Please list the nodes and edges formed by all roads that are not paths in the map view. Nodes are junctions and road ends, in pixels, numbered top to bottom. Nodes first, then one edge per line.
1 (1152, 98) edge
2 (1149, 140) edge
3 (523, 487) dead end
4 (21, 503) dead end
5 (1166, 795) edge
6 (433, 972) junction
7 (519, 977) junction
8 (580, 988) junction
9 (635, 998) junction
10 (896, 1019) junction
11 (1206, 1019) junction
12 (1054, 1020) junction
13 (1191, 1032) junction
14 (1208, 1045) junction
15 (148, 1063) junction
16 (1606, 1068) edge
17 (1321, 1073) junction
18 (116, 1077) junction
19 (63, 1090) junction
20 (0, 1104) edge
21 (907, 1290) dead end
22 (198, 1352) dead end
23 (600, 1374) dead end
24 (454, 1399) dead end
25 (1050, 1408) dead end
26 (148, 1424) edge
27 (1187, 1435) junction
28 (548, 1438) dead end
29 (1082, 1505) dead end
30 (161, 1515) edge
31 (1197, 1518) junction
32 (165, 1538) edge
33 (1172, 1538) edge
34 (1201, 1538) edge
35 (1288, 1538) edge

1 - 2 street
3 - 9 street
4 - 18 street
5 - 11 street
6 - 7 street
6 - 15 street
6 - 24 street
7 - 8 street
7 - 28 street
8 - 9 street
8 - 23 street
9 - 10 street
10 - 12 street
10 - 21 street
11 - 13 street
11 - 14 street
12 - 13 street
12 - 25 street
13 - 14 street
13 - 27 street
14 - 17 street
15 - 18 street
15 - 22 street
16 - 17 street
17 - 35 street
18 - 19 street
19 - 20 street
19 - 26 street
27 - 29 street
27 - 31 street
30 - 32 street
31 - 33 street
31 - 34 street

#### WHAT YOU SHOULD DO
Give the data back in full, exactly as written.

#### OUTPUT FOR THIS TASK
Please list the nodes and edges formed by all roads that are not paths in the map view. Nodes are junctions and road ends, in pixels, numbered top to bottom. Nodes first, then one edge per line.
1 (1152, 98) edge
2 (1149, 140) edge
3 (523, 487) dead end
4 (21, 503) dead end
5 (1166, 795) edge
6 (433, 972) junction
7 (519, 977) junction
8 (580, 988) junction
9 (635, 998) junction
10 (896, 1019) junction
11 (1206, 1019) junction
12 (1054, 1020) junction
13 (1191, 1032) junction
14 (1208, 1045) junction
15 (148, 1063) junction
16 (1606, 1068) edge
17 (1321, 1073) junction
18 (116, 1077) junction
19 (63, 1090) junction
20 (0, 1104) edge
21 (907, 1290) dead end
22 (198, 1352) dead end
23 (600, 1374) dead end
24 (454, 1399) dead end
25 (1050, 1408) dead end
26 (148, 1424) edge
27 (1187, 1435) junction
28 (548, 1438) dead end
29 (1082, 1505) dead end
30 (161, 1515) edge
31 (1197, 1518) junction
32 (165, 1538) edge
33 (1172, 1538) edge
34 (1201, 1538) edge
35 (1288, 1538) edge

1 - 2 street
3 - 9 street
4 - 18 street
5 - 11 street
6 - 7 street
6 - 15 street
6 - 24 street
7 - 8 street
7 - 28 street
8 - 9 street
8 - 23 street
9 - 10 street
10 - 12 street
10 - 21 street
11 - 13 street
11 - 14 street
12 - 13 street
12 - 25 street
13 - 14 street
13 - 27 street
14 - 17 street
15 - 18 street
15 - 22 street
16 - 17 street
17 - 35 street
18 - 19 street
19 - 20 street
19 - 26 street
27 - 29 street
27 - 31 street
30 - 32 street
31 - 33 street
31 - 34 street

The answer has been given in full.